§ What is being asked: Transcribe, word for word, all of the entries below, and exclude any pictures from the copy.

(Stored data entries)

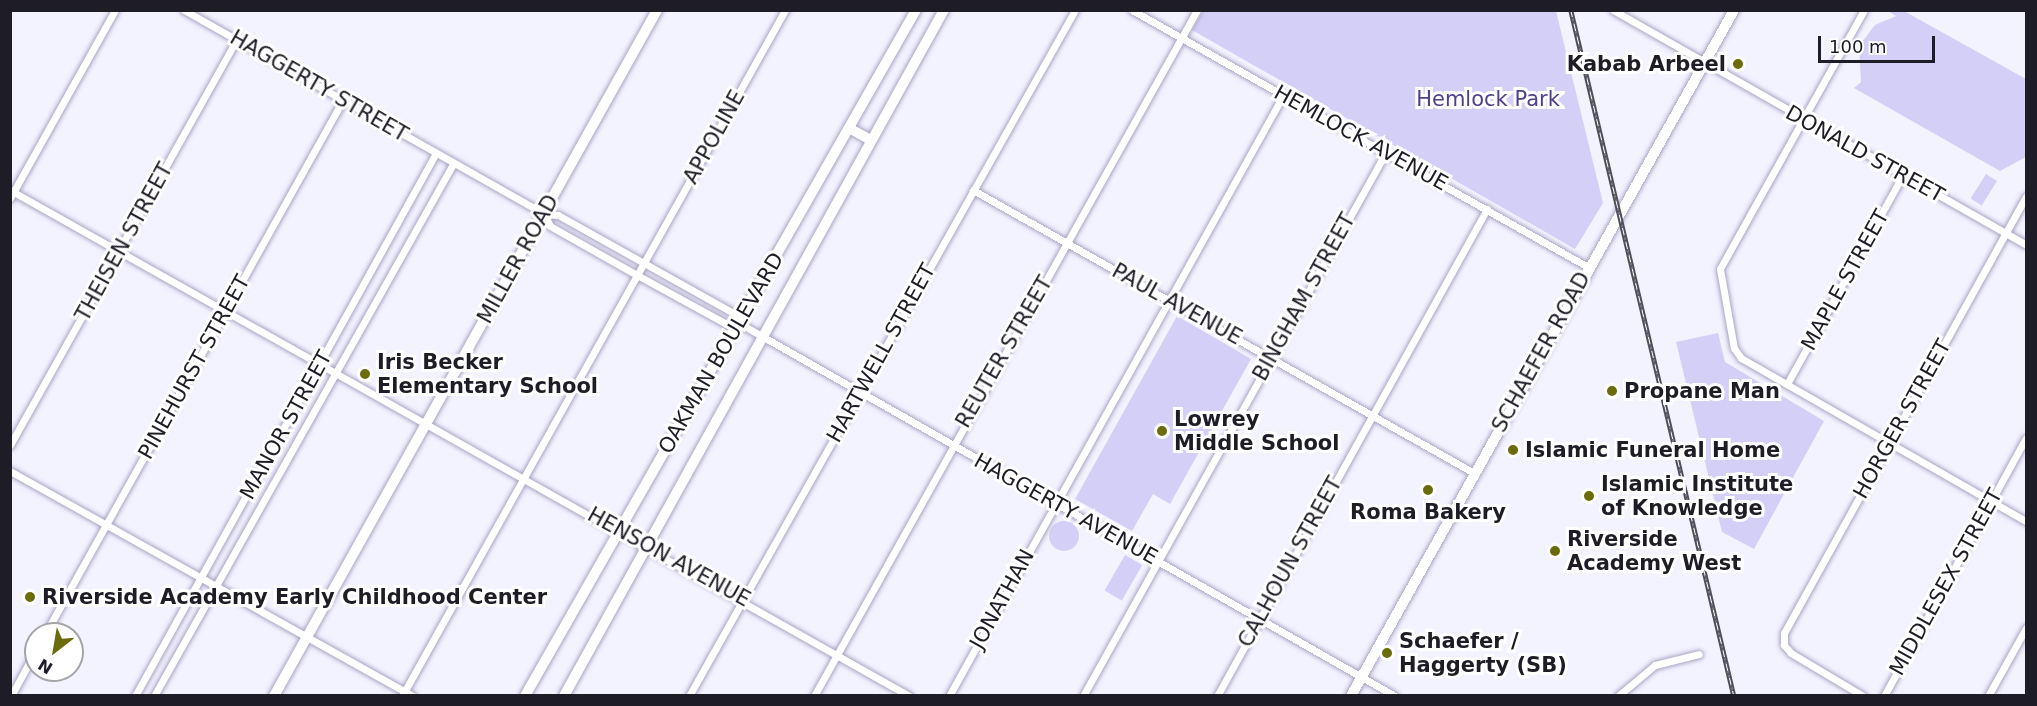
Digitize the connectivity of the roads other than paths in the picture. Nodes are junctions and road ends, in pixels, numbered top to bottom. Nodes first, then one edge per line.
1 (115, 10) edge
2 (184, 10) edge
3 (657, 10) edge
4 (785, 10) edge
5 (916, 10) edge
6 (944, 10) edge
7 (1075, 10) edge
8 (1132, 10) edge
9 (1197, 10) edge
10 (1613, 10) edge
11 (1734, 10) edge
12 (1864, 10) edge
13 (1182, 38) junction
14 (237, 39) junction
15 (1705, 62) junction
16 (1284, 94) junction
17 (344, 100) junction
18 (1803, 119) junction
19 (849, 128) junction
20 (870, 140) junction
21 (1386, 152) junction
22 (436, 153) junction
23 (453, 164) junction
24 (1904, 175) junction
25 (973, 190) junction
26 (12, 194) edge
27 (2026, 197) edge
28 (1487, 209) junction
29 (544, 214) junction
30 (591, 233) junction
31 (2006, 234) junction
32 (1066, 242) junction
33 (584, 245) junction
34 (2026, 245) edge
35 (119, 251) junction
36 (644, 263) junction
37 (1588, 267) junction
38 (637, 275) junction
39 (690, 289) junction
40 (683, 300) junction
41 (1169, 300) junction
42 (225, 311) junction
43 (739, 323) junction
44 (760, 335) junction
45 (1270, 357) junction
46 (320, 364) junction
47 (334, 372) junction
48 (1787, 384) junction
49 (859, 392) junction
50 (1372, 415) junction
51 (427, 423) junction
52 (2026, 438) edge
53 (1889, 443) junction
54 (10, 445) edge
55 (952, 445) junction
56 (10, 471) edge
57 (1474, 473) junction
58 (524, 477) junction
59 (1991, 501) junction
60 (1055, 503) junction
61 (2026, 521) edge
62 (106, 525) junction
63 (619, 529) junction
64 (648, 546) junction
65 (1158, 561) junction
66 (200, 578) junction
67 (215, 586) junction
68 (743, 598) junction
69 (1260, 618) junction
70 (52, 622) edge
71 (2026, 628) edge
72 (307, 637) junction
73 (837, 653) junction
74 (1700, 654) dead end
75 (24, 673) edge
76 (1362, 676) junction
77 (403, 693) edge
78 (11, 696) edge
79 (135, 696) edge
80 (154, 696) edge
81 (274, 696) edge
82 (412, 696) edge
83 (525, 696) edge
84 (564, 696) edge
85 (689, 696) edge
86 (814, 696) edge
87 (909, 696) edge
88 (949, 696) edge
89 (1083, 696) edge
90 (1217, 696) edge
91 (1351, 696) edge
92 (1395, 696) edge
93 (1618, 696) edge
94 (1863, 696) edge
95 (1884, 696) edge
96 (1988, 696) edge

1 - 26 street
2 - 14 street, HAGGERTY STREET
3 - 29 street, MILLER ROAD
4 - 36 street, APPOLINE
5 - 19 street, OAKMAN BOULEVARD
6 - 20 street, OAKMAN BOULEVARD
7 - 25 street, HARTWELL STREET
8 - 13 street, HEMLOCK AVENUE
9 - 13 street, REUTER STREET
10 - 15 street, DONALD STREET
11 - 15 street, SCHAEFER ROAD
12 - 18 street
13 - 16 street, HEMLOCK AVENUE
13 - 32 street, REUTER STREET
14 - 17 street, HAGGERTY STREET
14 - 35 street, THEISEN STREET
15 - 18 street, DONALD STREET
15 - 37 street, SCHAEFER ROAD
16 - 21 street, HEMLOCK AVENUE
16 - 41 street, JONATHAN
17 - 22 street, HAGGERTY STREET
17 - 42 street, PINEHURST STREET
18 - 24 street, DONALD STREET
18 - 48 street
19 - 20 street
19 - 43 street, OAKMAN BOULEVARD
20 - 44 street, OAKMAN BOULEVARD
21 - 28 street, HEMLOCK AVENUE
21 - 45 street, BINGHAM STREET
22 - 23 street, HAGGERTY STREET
22 - 46 street, MANOR STREET
23 - 29 street, HAGGERTY AVENUE
23 - 47 street, MANOR STREET
24 - 31 street, DONALD STREET
24 - 48 street, MAPLE STREET
25 - 32 street, PAUL AVENUE
25 - 49 street, HARTWELL STREET
26 - 35 street
27 - 31 street, HORGER STREET
28 - 37 street, HEMLOCK AVENUE
28 - 50 street, CALHOUN STREET
29 - 30 street, HAGGERTY AVENUE
29 - 33 street, HAGGERTY AVENUE
29 - 51 street, MILLER ROAD
30 - 33 street
30 - 36 street, HAGGERTY AVENUE
31 - 34 street, DONALD STREET
31 - 53 street, HORGER STREET
32 - 41 street, PAUL AVENUE
32 - 55 street, REUTER STREET
33 - 38 street, HAGGERTY AVENUE
35 - 42 street
35 - 54 street, THEISEN STREET
36 - 38 street, APPOLINE
36 - 39 street, HAGGERTY AVENUE
37 - 57 street, SCHAEFER ROAD
38 - 40 street, HAGGERTY AVENUE
38 - 58 street, APPOLINE
39 - 40 street
39 - 43 street, HAGGERTY AVENUE
40 - 43 street, HAGGERTY AVENUE
41 - 45 street, PAUL AVENUE
41 - 60 street, JONATHAN
42 - 46 street
42 - 62 street, PINEHURST STREET
43 - 44 street, HAGGERTY AVENUE
43 - 63 street, OAKMAN BOULEVARD
44 - 49 street, HAGGERTY AVENUE
44 - 64 street, OAKMAN BOULEVARD
45 - 50 street, PAUL AVENUE
45 - 65 street, BINGHAM STREET
46 - 47 street
46 - 66 street, MANOR STREET
47 - 51 street, HENSON AVENUE
47 - 67 street, MANOR STREET
48 - 53 street
49 - 55 street, HAGGERTY AVENUE
49 - 68 street, HARTWELL STREET
50 - 57 street, PAUL AVENUE
50 - 69 street, CALHOUN STREET
51 - 58 street, HENSON AVENUE
51 - 72 street, MILLER ROAD
52 - 59 street, MIDDLESEX STREET
53 - 59 street
53 - 94 street, HORGER STREET
55 - 60 street, HAGGERTY AVENUE
55 - 73 street, REUTER STREET
56 - 62 street
57 - 76 street, SCHAEFER ROAD
58 - 63 street, HENSON AVENUE
58 - 77 street, APPOLINE
59 - 61 street
59 - 95 street, MIDDLESEX STREET
60 - 65 street, HAGGERTY AVENUE
60 - 88 street, JONATHAN
62 - 66 street
62 - 70 street, PINEHURST STREET
63 - 64 street, HENSON AVENUE
63 - 83 street, OAKMAN BOULEVARD
64 - 68 street, HENSON AVENUE
64 - 84 street, OAKMAN BOULEVARD
65 - 69 street, HAGGERTY AVENUE
65 - 89 street, BINGHAM STREET
66 - 67 street
66 - 79 street, MANOR STREET
67 - 72 street
67 - 80 street, MANOR STREET
68 - 73 street, HENSON AVENUE
68 - 85 street, HARTWELL STREET
69 - 76 street, HAGGERTY AVENUE
69 - 90 street, CALHOUN STREET
71 - 96 street
72 - 77 street
72 - 81 street, MILLER ROAD
73 - 86 street, REUTER STREET
73 - 87 street, HENSON AVENUE
74 - 93 street
75 - 78 street
76 - 91 street, SCHAEFER ROAD
76 - 92 street
77 - 82 street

§ Reply:
Digitize the connectivity of the roads other than paths in the picture. Nodes are junctions and road ends, in pixels, numbered top to bottom. Nodes first, then one edge per line.
1 (115, 10) edge
2 (184, 10) edge
3 (657, 10) edge
4 (785, 10) edge
5 (916, 10) edge
6 (944, 10) edge
7 (1075, 10) edge
8 (1132, 10) edge
9 (1197, 10) edge
10 (1613, 10) edge
11 (1734, 10) edge
12 (1864, 10) edge
13 (1182, 38) junction
14 (237, 39) junction
15 (1705, 62) junction
16 (1284, 94) junction
17 (344, 100) junction
18 (1803, 119) junction
19 (849, 128) junction
20 (870, 140) junction
21 (1386, 152) junction
22 (436, 153) junction
23 (453, 164) junction
24 (1904, 175) junction
25 (973, 190) junction
26 (12, 194) edge
27 (2026, 197) edge
28 (1487, 209) junction
29 (544, 214) junction
30 (591, 233) junction
31 (2006, 234) junction
32 (1066, 242) junction
33 (584, 245) junction
34 (2026, 245) edge
35 (119, 251) junction
36 (644, 263) junction
37 (1588, 267) junction
38 (637, 275) junction
39 (690, 289) junction
40 (683, 300) junction
41 (1169, 300) junction
42 (225, 311) junction
43 (739, 323) junction
44 (760, 335) junction
45 (1270, 357) junction
46 (320, 364) junction
47 (334, 372) junction
48 (1787, 384) junction
49 (859, 392) junction
50 (1372, 415) junction
51 (427, 423) junction
52 (2026, 438) edge
53 (1889, 443) junction
54 (10, 445) edge
55 (952, 445) junction
56 (10, 471) edge
57 (1474, 473) junction
58 (524, 477) junction
59 (1991, 501) junction
60 (1055, 503) junction
61 (2026, 521) edge
62 (106, 525) junction
63 (619, 529) junction
64 (648, 546) junction
65 (1158, 561) junction
66 (200, 578) junction
67 (215, 586) junction
68 (743, 598) junction
69 (1260, 618) junction
70 (52, 622) edge
71 (2026, 628) edge
72 (307, 637) junction
73 (837, 653) junction
74 (1700, 654) dead end
75 (24, 673) edge
76 (1362, 676) junction
77 (403, 693) edge
78 (11, 696) edge
79 (135, 696) edge
80 (154, 696) edge
81 (274, 696) edge
82 (412, 696) edge
83 (525, 696) edge
84 (564, 696) edge
85 (689, 696) edge
86 (814, 696) edge
87 (909, 696) edge
88 (949, 696) edge
89 (1083, 696) edge
90 (1217, 696) edge
91 (1351, 696) edge
92 (1395, 696) edge
93 (1618, 696) edge
94 (1863, 696) edge
95 (1884, 696) edge
96 (1988, 696) edge

1 - 26 street
2 - 14 street, HAGGERTY STREET
3 - 29 street, MILLER ROAD
4 - 36 street, APPOLINE
5 - 19 street, OAKMAN BOULEVARD
6 - 20 street, OAKMAN BOULEVARD
7 - 25 street, HARTWELL STREET
8 - 13 street, HEMLOCK AVENUE
9 - 13 street, REUTER STREET
10 - 15 street, DONALD STREET
11 - 15 street, SCHAEFER ROAD
12 - 18 street
13 - 16 street, HEMLOCK AVENUE
13 - 32 street, REUTER STREET
14 - 17 street, HAGGERTY STREET
14 - 35 street, THEISEN STREET
15 - 18 street, DONALD STREET
15 - 37 street, SCHAEFER ROAD
16 - 21 street, HEMLOCK AVENUE
16 - 41 street, JONATHAN
17 - 22 street, HAGGERTY STREET
17 - 42 street, PINEHURST STREET
18 - 24 street, DONALD STREET
18 - 48 street
19 - 20 street
19 - 43 street, OAKMAN BOULEVARD
20 - 44 street, OAKMAN BOULEVARD
21 - 28 street, HEMLOCK AVENUE
21 - 45 street, BINGHAM STREET
22 - 23 street, HAGGERTY STREET
22 - 46 street, MANOR STREET
23 - 29 street, HAGGERTY AVENUE
23 - 47 street, MANOR STREET
24 - 31 street, DONALD STREET
24 - 48 street, MAPLE STREET
25 - 32 street, PAUL AVENUE
25 - 49 street, HARTWELL STREET
26 - 35 street
27 - 31 street, HORGER STREET
28 - 37 street, HEMLOCK AVENUE
28 - 50 street, CALHOUN STREET
29 - 30 street, HAGGERTY AVENUE
29 - 33 street, HAGGERTY AVENUE
29 - 51 street, MILLER ROAD
30 - 33 street
30 - 36 street, HAGGERTY AVENUE
31 - 34 street, DONALD STREET
31 - 53 street, HORGER STREET
32 - 41 street, PAUL AVENUE
32 - 55 street, REUTER STREET
33 - 38 street, HAGGERTY AVENUE
35 - 42 street
35 - 54 street, THEISEN STREET
36 - 38 street, APPOLINE
36 - 39 street, HAGGERTY AVENUE
37 - 57 street, SCHAEFER ROAD
38 - 40 street, HAGGERTY AVENUE
38 - 58 street, APPOLINE
39 - 40 street
39 - 43 street, HAGGERTY AVENUE
40 - 43 street, HAGGERTY AVENUE
41 - 45 street, PAUL AVENUE
41 - 60 street, JONATHAN
42 - 46 street
42 - 62 street, PINEHURST STREET
43 - 44 street, HAGGERTY AVENUE
43 - 63 street, OAKMAN BOULEVARD
44 - 49 street, HAGGERTY AVENUE
44 - 64 street, OAKMAN BOULEVARD
45 - 50 street, PAUL AVENUE
45 - 65 street, BINGHAM STREET
46 - 47 street
46 - 66 street, MANOR STREET
47 - 51 street, HENSON AVENUE
47 - 67 street, MANOR STREET
48 - 53 street
49 - 55 street, HAGGERTY AVENUE
49 - 68 street, HARTWELL STREET
50 - 57 street, PAUL AVENUE
50 - 69 street, CALHOUN STREET
51 - 58 street, HENSON AVENUE
51 - 72 street, MILLER ROAD
52 - 59 street, MIDDLESEX STREET
53 - 59 street
53 - 94 street, HORGER STREET
55 - 60 street, HAGGERTY AVENUE
55 - 73 street, REUTER STREET
56 - 62 street
57 - 76 street, SCHAEFER ROAD
58 - 63 street, HENSON AVENUE
58 - 77 street, APPOLINE
59 - 61 street
59 - 95 street, MIDDLESEX STREET
60 - 65 street, HAGGERTY AVENUE
60 - 88 street, JONATHAN
62 - 66 street
62 - 70 street, PINEHURST STREET
63 - 64 street, HENSON AVENUE
63 - 83 street, OAKMAN BOULEVARD
64 - 68 street, HENSON AVENUE
64 - 84 street, OAKMAN BOULEVARD
65 - 69 street, HAGGERTY AVENUE
65 - 89 street, BINGHAM STREET
66 - 67 street
66 - 79 street, MANOR STREET
67 - 72 street
67 - 80 street, MANOR STREET
68 - 73 street, HENSON AVENUE
68 - 85 street, HARTWELL STREET
69 - 76 street, HAGGERTY AVENUE
69 - 90 street, CALHOUN STREET
71 - 96 street
72 - 77 street
72 - 81 street, MILLER ROAD
73 - 86 street, REUTER STREET
73 - 87 street, HENSON AVENUE
74 - 93 street
75 - 78 street
76 - 91 street, SCHAEFER ROAD
76 - 92 street
77 - 82 street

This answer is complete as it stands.